Problem to work on:
Print every entry exactly as written and exclude all images.

[Opening Data for review section]

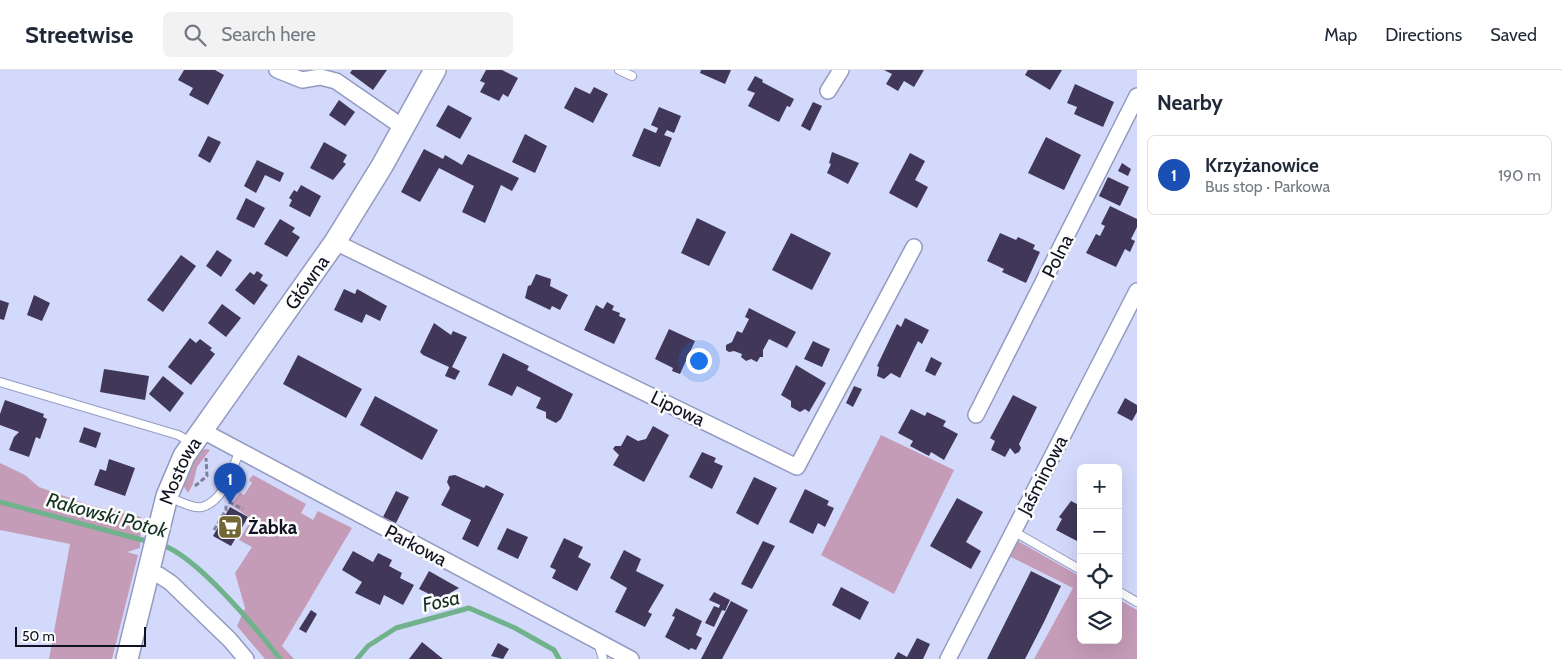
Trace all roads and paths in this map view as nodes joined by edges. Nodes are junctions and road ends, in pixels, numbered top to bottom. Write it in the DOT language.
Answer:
graph roads {
  1 [pos="277,70"];
  2 [pos="435,70"];
  3 [pos="619,70"];
  4 [pos="841,70"];
  5 [pos="632,76"];
  6 [pos="828,92"];
  7 [pos="1137,96"];
  8 [pos="404,128"];
  9 [pos="335,242"];
  10 [pos="914,247"];
  11 [pos="1137,291"];
  12 [pos="0,382"];
  13 [pos="976,415"];
  14 [pos="196,436"];
  15 [pos="239,452"];
  16 [pos="206,458"];
  17 [pos="195,486"];
  18 [pos="167,496"];
  19 [pos="227,500"];
  20 [pos="243,509"];
  21 [pos="1013,531"];
  22 [pos="150,563"];
  23 [pos="1077,568"];
  24 [pos="1122,593"];
  25 [pos="1137,602"];
  26 [pos="598,641"];
  27 [pos="127,659"];
  28 [pos="246,659"];
  29 [pos="603,659"];
  30 [pos="631,659"];
  31 [pos="948,659"];
  1 -- 8 [label="street"];
  2 -- 8 [label="street, Główna"];
  3 -- 5 [label="lane"];
  4 -- 6 [label="street"];
  7 -- 13 [label="street, Polna"];
  8 -- 9 [label="street, Główna"];
  9 -- 10 [label="street, Lipowa"];
  9 -- 14 [label="street, Główna"];
  11 -- 21 [label="street, Jaśminowa"];
  12 -- 14 [label="lane"];
  14 -- 15 [label="street, Parkowa"];
  14 -- 18 [label="street, Mostowa"];
  15 -- 18 [label="lane"];
  15 -- 26 [label="street, Parkowa"];
  16 -- 17 [label="path"];
  18 -- 22 [label="street, Mostowa"];
  19 -- 20 [label="path"];
  21 -- 23 [label="lane"];
  21 -- 31 [label="street, Jaśminowa"];
  22 -- 27 [label="street, Mostowa"];
  22 -- 28 [label="street"];
  24 -- 25 [label="lane"];
  26 -- 29 [label="lane"];
  26 -- 30 [label="street, Parkowa"];
}
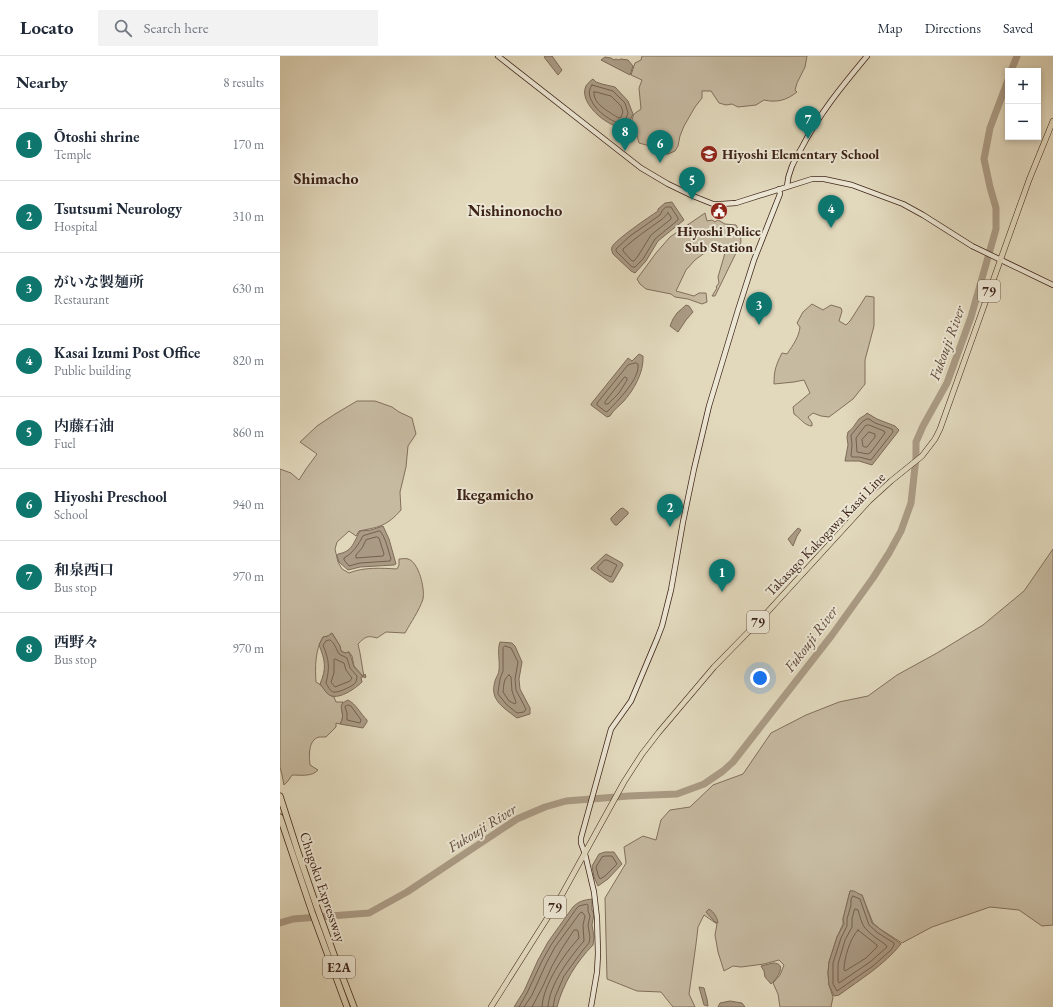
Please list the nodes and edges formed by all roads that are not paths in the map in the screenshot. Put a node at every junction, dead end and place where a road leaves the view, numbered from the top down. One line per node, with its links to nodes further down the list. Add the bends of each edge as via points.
1 (498, 56): 5 (street, via 641,168 693,196 713,204 736,203)
2 (867, 56): 4 (street, via 820,116 791,168)
3 (1053, 121): 6 (main road, Takasago Kakogawa Kasai Line / 79)
4 (787, 186): 5 (street); 6 (street, via 812,179 824,179 852,186 914,209 972,246)
5 (779, 189): 10 (street, via 780,194 756,255 709,406 662,626 631,701 611,729 581,838)
6 (1001, 259): 7 (street); 10 (main road, Takasago Kakogawa Kasai Line / 79, via 940,429 932,444 920,458 869,501 714,667 647,749 617,794)
7 (1053, 285)
8 (280, 796): 12 (highway, Chugoku Expressway / E2A)
9 (280, 817): 11 (highway, Chugoku Expressway / E2A, via 317,928)
10 (585, 854): 13 (main road, Takasago Kakogawa Kasai Line / 79, via 557,904); 14 (street, via 597,918 597,972)
11 (347, 1007)
12 (354, 1007)
13 (491, 1007)
14 (591, 1007)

[Closing Data for review section]

Your solution:
Trace all roads and paths in this map view as nodes joined by edges. Nodes are junctions and road ends, in pixels, numbered top to bottom. Write it in the DOT language.
Answer:
graph roads {
  1 [pos="277,70"];
  2 [pos="435,70"];
  3 [pos="619,70"];
  4 [pos="841,70"];
  5 [pos="632,76"];
  6 [pos="828,92"];
  7 [pos="1137,96"];
  8 [pos="404,128"];
  9 [pos="335,242"];
  10 [pos="914,247"];
  11 [pos="1137,291"];
  12 [pos="0,382"];
  13 [pos="976,415"];
  14 [pos="196,436"];
  15 [pos="239,452"];
  16 [pos="206,458"];
  17 [pos="195,486"];
  18 [pos="167,496"];
  19 [pos="227,500"];
  20 [pos="243,509"];
  21 [pos="1013,531"];
  22 [pos="150,563"];
  23 [pos="1077,568"];
  24 [pos="1122,593"];
  25 [pos="1137,602"];
  26 [pos="598,641"];
  27 [pos="127,659"];
  28 [pos="246,659"];
  29 [pos="603,659"];
  30 [pos="631,659"];
  31 [pos="948,659"];
  1 -- 8 [label="street"];
  2 -- 8 [label="street, Główna"];
  3 -- 5 [label="lane"];
  4 -- 6 [label="street"];
  7 -- 13 [label="street, Polna"];
  8 -- 9 [label="street, Główna"];
  9 -- 10 [label="street, Lipowa"];
  9 -- 14 [label="street, Główna"];
  11 -- 21 [label="street, Jaśminowa"];
  12 -- 14 [label="lane"];
  14 -- 15 [label="street, Parkowa"];
  14 -- 18 [label="street, Mostowa"];
  15 -- 18 [label="lane"];
  15 -- 26 [label="street, Parkowa"];
  16 -- 17 [label="path"];
  18 -- 22 [label="street, Mostowa"];
  19 -- 20 [label="path"];
  21 -- 23 [label="lane"];
  21 -- 31 [label="street, Jaśminowa"];
  22 -- 27 [label="street, Mostowa"];
  22 -- 28 [label="street"];
  24 -- 25 [label="lane"];
  26 -- 29 [label="lane"];
  26 -- 30 [label="street, Parkowa"];
}
Please list the nodes and edges formed by all roads that are not paths in the map in the screenshot. Put a node at every junction, dead end and place where a road leaves the view, numbered from the top down. One line per node, with its links to nodes further down the list. Add the bends of each edge as via points.
1 (498, 56): 5 (street, via 641,168 693,196 713,204 736,203)
2 (867, 56): 4 (street, via 820,116 791,168)
3 (1053, 121): 6 (main road, Takasago Kakogawa Kasai Line / 79)
4 (787, 186): 5 (street); 6 (street, via 812,179 824,179 852,186 914,209 972,246)
5 (779, 189): 10 (street, via 780,194 756,255 709,406 662,626 631,701 611,729 581,838)
6 (1001, 259): 7 (street); 10 (main road, Takasago Kakogawa Kasai Line / 79, via 940,429 932,444 920,458 869,501 714,667 647,749 617,794)
7 (1053, 285)
8 (280, 796): 12 (highway, Chugoku Expressway / E2A)
9 (280, 817): 11 (highway, Chugoku Expressway / E2A, via 317,928)
10 (585, 854): 13 (main road, Takasago Kakogawa Kasai Line / 79, via 557,904); 14 (street, via 597,918 597,972)
11 (347, 1007)
12 (354, 1007)
13 (491, 1007)
14 (591, 1007)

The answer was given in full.